**What this task involves**
From the records below, copy each line in which the string "bold" occurs.

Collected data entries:
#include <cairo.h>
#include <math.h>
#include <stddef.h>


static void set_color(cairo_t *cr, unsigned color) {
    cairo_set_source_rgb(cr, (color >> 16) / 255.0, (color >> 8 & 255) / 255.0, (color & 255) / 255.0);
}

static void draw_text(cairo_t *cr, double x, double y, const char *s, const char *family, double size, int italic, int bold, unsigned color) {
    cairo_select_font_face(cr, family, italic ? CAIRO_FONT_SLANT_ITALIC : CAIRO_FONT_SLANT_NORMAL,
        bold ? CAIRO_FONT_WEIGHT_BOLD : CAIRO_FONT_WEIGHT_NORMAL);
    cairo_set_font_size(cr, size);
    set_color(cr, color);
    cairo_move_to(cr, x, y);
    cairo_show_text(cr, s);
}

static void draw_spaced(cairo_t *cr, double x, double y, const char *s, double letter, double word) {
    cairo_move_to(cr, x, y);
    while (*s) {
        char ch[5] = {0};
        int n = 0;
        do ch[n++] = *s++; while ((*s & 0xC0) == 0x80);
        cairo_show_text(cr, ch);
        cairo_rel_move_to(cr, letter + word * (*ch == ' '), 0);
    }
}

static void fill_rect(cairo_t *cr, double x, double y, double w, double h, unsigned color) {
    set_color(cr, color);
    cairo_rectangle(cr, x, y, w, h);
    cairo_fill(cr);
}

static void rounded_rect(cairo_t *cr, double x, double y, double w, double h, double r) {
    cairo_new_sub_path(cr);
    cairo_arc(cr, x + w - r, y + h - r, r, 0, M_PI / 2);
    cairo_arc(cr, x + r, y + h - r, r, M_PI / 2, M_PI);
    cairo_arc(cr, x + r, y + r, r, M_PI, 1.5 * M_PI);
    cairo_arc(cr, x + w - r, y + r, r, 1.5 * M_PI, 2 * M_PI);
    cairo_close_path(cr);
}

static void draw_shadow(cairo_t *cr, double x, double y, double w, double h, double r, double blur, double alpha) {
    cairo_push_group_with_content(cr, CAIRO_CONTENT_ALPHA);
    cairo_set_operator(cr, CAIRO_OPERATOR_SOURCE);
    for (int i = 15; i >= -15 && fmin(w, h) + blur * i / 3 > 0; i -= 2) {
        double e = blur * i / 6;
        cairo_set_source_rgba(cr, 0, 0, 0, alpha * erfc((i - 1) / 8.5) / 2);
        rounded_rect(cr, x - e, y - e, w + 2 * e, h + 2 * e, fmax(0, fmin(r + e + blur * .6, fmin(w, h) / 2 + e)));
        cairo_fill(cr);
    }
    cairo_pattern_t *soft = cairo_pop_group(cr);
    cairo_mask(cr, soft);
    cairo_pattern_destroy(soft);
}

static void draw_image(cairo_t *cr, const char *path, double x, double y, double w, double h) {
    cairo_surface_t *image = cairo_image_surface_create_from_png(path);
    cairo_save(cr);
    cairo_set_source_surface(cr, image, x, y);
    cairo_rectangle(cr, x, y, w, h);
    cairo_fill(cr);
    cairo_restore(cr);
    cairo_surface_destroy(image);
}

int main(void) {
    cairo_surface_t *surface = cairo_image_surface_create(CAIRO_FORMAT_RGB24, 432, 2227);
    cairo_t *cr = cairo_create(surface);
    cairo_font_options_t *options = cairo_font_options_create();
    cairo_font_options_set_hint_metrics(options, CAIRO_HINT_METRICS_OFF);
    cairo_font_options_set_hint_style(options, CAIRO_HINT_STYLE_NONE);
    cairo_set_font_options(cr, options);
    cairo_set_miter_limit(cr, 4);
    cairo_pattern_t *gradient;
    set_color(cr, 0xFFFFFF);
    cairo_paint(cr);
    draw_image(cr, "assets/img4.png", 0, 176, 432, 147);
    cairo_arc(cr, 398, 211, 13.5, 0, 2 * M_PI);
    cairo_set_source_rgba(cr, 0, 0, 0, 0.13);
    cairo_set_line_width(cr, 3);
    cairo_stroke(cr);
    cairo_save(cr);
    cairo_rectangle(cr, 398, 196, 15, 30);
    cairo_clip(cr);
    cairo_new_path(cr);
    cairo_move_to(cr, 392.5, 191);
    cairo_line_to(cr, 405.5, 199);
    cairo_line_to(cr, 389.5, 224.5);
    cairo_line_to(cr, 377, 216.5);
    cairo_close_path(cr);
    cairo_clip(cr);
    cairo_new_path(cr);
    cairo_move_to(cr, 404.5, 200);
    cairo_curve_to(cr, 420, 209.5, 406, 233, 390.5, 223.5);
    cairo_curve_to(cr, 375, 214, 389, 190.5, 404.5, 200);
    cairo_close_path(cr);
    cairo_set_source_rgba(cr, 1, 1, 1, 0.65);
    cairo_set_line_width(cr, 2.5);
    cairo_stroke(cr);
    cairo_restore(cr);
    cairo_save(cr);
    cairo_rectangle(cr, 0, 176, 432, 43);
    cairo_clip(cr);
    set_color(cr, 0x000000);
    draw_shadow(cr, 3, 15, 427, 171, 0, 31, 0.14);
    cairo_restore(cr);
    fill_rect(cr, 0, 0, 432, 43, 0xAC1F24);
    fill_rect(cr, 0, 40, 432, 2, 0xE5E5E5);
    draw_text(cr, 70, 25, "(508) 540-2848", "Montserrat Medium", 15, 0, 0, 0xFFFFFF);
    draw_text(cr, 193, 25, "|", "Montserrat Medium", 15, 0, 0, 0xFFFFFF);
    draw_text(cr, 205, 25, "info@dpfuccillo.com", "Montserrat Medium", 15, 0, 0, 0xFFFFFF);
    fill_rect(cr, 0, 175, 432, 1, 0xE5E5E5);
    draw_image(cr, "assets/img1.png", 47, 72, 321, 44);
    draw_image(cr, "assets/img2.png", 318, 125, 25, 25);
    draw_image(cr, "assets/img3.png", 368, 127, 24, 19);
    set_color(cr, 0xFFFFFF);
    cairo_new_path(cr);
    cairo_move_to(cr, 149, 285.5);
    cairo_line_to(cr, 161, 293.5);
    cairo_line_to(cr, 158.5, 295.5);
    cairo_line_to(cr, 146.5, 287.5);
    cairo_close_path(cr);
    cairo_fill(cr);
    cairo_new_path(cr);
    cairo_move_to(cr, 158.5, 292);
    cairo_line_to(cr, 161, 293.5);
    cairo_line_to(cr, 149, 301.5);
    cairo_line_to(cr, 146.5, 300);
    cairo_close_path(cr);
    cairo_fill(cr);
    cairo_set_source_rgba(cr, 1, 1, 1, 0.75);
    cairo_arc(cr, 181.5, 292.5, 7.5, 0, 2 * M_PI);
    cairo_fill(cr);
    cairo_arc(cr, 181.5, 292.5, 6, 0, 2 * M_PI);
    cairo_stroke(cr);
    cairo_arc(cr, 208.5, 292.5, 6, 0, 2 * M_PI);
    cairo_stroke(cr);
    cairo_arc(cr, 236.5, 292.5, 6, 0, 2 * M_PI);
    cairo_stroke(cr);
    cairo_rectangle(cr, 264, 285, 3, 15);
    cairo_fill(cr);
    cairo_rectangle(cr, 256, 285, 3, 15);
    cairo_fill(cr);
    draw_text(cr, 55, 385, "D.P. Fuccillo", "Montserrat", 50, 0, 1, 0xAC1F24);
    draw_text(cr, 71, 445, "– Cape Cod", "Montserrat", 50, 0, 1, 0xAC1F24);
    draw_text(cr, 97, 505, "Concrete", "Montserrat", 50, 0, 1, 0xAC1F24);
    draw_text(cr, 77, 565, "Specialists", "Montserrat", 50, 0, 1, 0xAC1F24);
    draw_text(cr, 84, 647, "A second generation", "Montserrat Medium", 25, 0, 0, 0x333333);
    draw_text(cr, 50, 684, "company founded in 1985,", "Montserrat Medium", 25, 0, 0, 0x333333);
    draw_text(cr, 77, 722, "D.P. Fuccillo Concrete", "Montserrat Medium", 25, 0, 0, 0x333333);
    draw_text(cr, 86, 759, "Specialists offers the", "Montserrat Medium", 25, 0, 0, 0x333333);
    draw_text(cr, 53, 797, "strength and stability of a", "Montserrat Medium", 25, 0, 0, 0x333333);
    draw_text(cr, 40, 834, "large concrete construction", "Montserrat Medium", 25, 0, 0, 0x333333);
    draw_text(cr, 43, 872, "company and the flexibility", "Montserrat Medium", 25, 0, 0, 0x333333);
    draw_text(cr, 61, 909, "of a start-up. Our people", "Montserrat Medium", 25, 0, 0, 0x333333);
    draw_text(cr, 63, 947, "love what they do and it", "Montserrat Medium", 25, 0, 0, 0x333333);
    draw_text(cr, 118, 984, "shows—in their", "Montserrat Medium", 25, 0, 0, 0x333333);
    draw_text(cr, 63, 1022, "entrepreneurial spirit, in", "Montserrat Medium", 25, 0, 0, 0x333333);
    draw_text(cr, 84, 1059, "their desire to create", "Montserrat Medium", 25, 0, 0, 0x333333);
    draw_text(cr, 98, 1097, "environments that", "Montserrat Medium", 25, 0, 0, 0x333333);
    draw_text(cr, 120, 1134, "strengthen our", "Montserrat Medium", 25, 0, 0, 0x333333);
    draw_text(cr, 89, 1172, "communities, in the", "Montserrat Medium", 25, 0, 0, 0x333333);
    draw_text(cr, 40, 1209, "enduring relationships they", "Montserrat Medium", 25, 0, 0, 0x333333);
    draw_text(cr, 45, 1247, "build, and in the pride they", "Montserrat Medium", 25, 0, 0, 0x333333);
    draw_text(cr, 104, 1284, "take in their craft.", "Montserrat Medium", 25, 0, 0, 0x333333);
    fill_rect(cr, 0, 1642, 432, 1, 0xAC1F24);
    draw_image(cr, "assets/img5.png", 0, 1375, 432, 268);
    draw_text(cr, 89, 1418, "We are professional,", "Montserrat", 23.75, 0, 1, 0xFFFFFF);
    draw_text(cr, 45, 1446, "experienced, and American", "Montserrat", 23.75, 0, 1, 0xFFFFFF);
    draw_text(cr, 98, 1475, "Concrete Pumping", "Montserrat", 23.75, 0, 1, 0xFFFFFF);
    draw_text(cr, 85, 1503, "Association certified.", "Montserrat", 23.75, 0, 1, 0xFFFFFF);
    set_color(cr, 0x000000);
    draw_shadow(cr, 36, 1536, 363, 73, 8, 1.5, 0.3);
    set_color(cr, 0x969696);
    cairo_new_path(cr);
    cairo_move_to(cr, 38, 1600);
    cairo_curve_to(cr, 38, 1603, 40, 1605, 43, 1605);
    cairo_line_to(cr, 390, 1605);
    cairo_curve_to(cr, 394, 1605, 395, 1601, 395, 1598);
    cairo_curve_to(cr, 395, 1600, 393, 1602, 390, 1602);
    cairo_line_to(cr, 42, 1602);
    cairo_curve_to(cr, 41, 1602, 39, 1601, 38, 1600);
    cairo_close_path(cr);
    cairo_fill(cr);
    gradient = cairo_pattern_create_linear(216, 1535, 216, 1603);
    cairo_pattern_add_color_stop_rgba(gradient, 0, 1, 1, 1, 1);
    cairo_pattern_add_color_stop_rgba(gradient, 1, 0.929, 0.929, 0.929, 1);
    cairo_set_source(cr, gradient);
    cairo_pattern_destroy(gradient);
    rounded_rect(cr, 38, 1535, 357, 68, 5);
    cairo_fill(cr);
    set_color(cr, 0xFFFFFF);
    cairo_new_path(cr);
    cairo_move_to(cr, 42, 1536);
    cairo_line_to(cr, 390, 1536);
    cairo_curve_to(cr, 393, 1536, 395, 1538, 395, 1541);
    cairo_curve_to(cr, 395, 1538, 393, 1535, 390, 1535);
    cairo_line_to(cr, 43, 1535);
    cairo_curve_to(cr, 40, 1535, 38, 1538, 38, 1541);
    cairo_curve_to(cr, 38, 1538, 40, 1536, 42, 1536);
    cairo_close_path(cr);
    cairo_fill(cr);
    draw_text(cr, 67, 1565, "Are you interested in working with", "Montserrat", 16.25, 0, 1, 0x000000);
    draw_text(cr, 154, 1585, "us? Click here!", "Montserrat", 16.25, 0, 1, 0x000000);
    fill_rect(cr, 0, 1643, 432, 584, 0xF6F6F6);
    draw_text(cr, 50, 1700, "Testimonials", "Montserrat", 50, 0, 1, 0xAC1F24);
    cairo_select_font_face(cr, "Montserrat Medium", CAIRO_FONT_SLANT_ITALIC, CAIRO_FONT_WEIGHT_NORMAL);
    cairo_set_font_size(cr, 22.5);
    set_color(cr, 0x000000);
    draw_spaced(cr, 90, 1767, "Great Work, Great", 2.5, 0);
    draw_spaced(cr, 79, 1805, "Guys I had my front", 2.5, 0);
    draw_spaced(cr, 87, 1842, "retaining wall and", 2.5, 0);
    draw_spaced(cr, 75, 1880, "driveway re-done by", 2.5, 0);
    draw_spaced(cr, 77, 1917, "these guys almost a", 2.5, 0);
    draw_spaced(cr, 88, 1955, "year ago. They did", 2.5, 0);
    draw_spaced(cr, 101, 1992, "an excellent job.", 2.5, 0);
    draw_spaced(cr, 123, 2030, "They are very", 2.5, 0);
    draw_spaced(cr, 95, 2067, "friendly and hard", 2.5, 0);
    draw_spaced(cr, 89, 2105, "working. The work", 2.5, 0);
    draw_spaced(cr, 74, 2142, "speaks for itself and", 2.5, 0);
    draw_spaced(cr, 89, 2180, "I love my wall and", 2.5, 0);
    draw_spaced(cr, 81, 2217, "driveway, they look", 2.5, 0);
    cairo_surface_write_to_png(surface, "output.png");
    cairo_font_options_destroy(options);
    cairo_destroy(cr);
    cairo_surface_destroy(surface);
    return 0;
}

**The completed task**
static void draw_text(cairo_t *cr, double x, double y, const char *s, const char *family, double size, int italic, int bold, unsigned color) {
        bold ? CAIRO_FONT_WEIGHT_BOLD : CAIRO_FONT_WEIGHT_NORMAL);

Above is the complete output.